Фелиция молится за него, молится, чтобы немцы проверили его документы и ушли, но это бесполезно. Гремит выстрел. Франка кричит, и в следующий миг покрытый линолеумом пол трясется от чего-то тяжелого, упавшего с неприятным звуком.
Фелиция прижимает ладони ко рту, пытаясь сдержать испуганный вскрик. Ее сердце бьется так часто и сильно, что кажется, будто в любой момент выскочит из горла.
Один из незнакомцев смеется. Фелиция старается выровнять дыхание, ее тельце дрожит от усилий. Слышно шуршание. Потом смех. Что-то про злотые.
– Видишь? – хрипит кто-то на ломаном польском, видимо, обращаясь к Франке. – Видишь, что случается, когда они пытаются прятаться? Скажи хозяевам, что мы еще вернемся.
Краем глаза Фелиция ловит какое-то движение. Ярко-алая лента медленно затекает к ней из-под скатерти. Ее чуть не рвет, когда она понимает, что это. Она бесшумно отползает в дальний угол, подтягивает колени к груди и крепко зажмуривается.
– Да, герр.
Голос Франки едва слышен.
Наконец голоса и шаги удаляются, и дверь в квартиру со щелчком закрывается.
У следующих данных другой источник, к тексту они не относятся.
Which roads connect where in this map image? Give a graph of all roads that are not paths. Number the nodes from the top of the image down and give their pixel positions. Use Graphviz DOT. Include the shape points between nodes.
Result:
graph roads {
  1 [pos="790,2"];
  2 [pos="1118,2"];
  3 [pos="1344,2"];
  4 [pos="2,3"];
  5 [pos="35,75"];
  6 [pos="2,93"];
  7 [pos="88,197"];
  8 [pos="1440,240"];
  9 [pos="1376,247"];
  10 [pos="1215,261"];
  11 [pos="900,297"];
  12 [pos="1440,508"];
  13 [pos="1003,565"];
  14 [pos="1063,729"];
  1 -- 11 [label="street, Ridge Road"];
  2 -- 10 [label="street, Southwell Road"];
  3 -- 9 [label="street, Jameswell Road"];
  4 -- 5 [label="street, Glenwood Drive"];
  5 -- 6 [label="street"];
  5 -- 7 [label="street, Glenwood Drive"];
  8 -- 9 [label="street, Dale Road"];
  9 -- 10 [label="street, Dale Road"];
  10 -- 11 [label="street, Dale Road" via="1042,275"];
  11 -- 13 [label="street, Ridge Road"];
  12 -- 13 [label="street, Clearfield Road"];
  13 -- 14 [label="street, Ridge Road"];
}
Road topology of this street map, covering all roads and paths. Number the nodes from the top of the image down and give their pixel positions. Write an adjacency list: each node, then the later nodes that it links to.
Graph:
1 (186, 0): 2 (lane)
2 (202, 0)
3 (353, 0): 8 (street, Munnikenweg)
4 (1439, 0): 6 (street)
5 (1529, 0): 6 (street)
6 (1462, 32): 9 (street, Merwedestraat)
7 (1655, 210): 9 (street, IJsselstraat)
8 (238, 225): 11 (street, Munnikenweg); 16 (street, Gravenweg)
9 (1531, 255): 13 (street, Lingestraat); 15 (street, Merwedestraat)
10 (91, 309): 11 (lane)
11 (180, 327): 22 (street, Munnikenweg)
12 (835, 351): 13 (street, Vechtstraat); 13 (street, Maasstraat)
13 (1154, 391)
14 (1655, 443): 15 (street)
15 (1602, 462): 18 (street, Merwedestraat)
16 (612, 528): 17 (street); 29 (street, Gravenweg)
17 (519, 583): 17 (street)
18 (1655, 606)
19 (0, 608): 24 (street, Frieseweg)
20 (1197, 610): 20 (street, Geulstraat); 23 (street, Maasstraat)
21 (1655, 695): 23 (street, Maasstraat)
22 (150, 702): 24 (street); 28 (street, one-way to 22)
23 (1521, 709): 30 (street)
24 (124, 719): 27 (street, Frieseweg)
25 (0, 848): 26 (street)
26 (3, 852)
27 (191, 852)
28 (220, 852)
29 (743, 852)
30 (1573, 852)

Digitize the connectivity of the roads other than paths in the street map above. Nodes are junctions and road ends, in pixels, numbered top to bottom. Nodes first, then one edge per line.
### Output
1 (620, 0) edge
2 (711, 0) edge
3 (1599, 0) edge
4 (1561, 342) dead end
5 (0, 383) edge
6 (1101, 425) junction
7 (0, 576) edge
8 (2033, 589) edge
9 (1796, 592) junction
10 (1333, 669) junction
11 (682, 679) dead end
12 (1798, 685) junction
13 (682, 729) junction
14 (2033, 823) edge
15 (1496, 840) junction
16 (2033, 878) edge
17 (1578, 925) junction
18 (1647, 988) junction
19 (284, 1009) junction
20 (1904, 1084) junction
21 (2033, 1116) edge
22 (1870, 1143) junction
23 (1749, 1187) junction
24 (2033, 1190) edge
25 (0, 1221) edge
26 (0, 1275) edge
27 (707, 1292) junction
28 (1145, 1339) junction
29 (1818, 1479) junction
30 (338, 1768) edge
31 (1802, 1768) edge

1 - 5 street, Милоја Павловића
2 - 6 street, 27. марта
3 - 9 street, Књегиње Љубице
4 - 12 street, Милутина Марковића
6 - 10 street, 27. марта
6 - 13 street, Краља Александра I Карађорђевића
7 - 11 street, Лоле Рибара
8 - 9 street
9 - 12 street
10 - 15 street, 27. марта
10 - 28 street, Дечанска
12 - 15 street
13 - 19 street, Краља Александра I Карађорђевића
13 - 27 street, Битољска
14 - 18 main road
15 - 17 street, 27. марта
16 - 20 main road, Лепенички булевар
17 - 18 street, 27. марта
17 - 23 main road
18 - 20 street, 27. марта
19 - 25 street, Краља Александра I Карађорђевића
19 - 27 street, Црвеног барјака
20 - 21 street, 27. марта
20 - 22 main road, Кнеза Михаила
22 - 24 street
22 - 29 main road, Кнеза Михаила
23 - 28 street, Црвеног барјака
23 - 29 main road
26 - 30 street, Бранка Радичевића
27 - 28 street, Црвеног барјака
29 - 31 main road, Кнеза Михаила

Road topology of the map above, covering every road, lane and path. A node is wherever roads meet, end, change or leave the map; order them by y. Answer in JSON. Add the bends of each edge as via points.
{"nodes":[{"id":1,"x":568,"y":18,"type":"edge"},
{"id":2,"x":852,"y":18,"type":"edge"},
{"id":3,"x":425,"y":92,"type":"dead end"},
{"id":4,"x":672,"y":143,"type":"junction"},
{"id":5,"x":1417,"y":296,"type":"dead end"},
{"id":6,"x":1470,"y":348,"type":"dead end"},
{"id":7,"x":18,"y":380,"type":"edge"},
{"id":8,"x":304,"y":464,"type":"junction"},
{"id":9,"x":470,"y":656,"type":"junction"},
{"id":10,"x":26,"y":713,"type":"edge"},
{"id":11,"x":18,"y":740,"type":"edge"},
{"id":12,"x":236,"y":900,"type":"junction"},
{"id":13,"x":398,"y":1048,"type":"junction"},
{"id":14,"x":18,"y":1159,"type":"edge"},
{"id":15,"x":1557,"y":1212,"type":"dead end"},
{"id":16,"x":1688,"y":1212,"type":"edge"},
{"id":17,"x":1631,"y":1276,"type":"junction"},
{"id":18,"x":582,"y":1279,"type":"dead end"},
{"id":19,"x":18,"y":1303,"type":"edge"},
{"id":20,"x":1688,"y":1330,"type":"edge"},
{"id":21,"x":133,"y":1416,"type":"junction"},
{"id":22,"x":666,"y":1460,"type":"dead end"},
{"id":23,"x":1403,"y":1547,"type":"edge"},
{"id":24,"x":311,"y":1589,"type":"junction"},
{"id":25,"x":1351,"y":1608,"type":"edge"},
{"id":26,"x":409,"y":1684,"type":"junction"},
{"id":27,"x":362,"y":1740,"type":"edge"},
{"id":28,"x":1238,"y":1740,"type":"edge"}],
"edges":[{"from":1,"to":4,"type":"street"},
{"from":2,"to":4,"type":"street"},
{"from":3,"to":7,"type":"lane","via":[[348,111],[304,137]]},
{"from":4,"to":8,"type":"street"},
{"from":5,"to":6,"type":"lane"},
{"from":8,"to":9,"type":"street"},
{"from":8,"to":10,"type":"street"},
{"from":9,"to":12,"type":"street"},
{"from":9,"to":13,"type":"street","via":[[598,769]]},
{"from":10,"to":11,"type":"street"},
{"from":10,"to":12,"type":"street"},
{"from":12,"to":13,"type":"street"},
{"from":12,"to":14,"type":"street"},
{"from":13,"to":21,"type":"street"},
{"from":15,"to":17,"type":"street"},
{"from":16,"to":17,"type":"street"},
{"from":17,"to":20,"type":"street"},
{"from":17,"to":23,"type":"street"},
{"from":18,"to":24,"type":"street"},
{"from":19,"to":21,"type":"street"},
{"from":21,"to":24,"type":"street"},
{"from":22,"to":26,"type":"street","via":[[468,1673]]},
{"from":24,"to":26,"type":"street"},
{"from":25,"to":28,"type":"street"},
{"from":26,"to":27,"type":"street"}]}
Немцы ушли.
Инстинкт велит Фелиции двигаться, как можно быстрее выбраться из-под стола, прочь от кровавого зрелища, но она не может. Она опускает голову на колени и плачет. В следующий момент Франка уже рядом с ней под столом, обнимает ее съежившееся тельце.
– Все хорошо, – шепчет она, прижимаясь губами к ушку Фелиции и качая ее взад-вперед, взад-вперед. – Ты в порядке. Все будет хорошо.
Глава 39
Адди
Первым делом после возвращения в Рио-де-Жанейро из Минас-Жерайса после окончания работы Адди отправляется в почтовое отделение Копакабаны. В Минасе он каждую ночь молился о том, чтобы пришло письмо, но его надежды вырваны с корнем, как только он входит и встречается взглядом с Габриэлой.
– Сожалею, Адди, – говорит Габриэла из-за стойки. – Я надеялась, что у меня будет что-нибудь для вас.
Видно, что ей искренне жаль сообщать такие новости.
Адди выдавливает улыбку.
– Все в порядке. Тешил себя иллюзиями.
Он проводит пальцами по волосам.
– Хорошо, что вы вернулись, – говорит Габриэла, когда он разворачивается к выходу.
– Увидимся на следующей неделе, – отвечает Адди с натянутым оптимизмом.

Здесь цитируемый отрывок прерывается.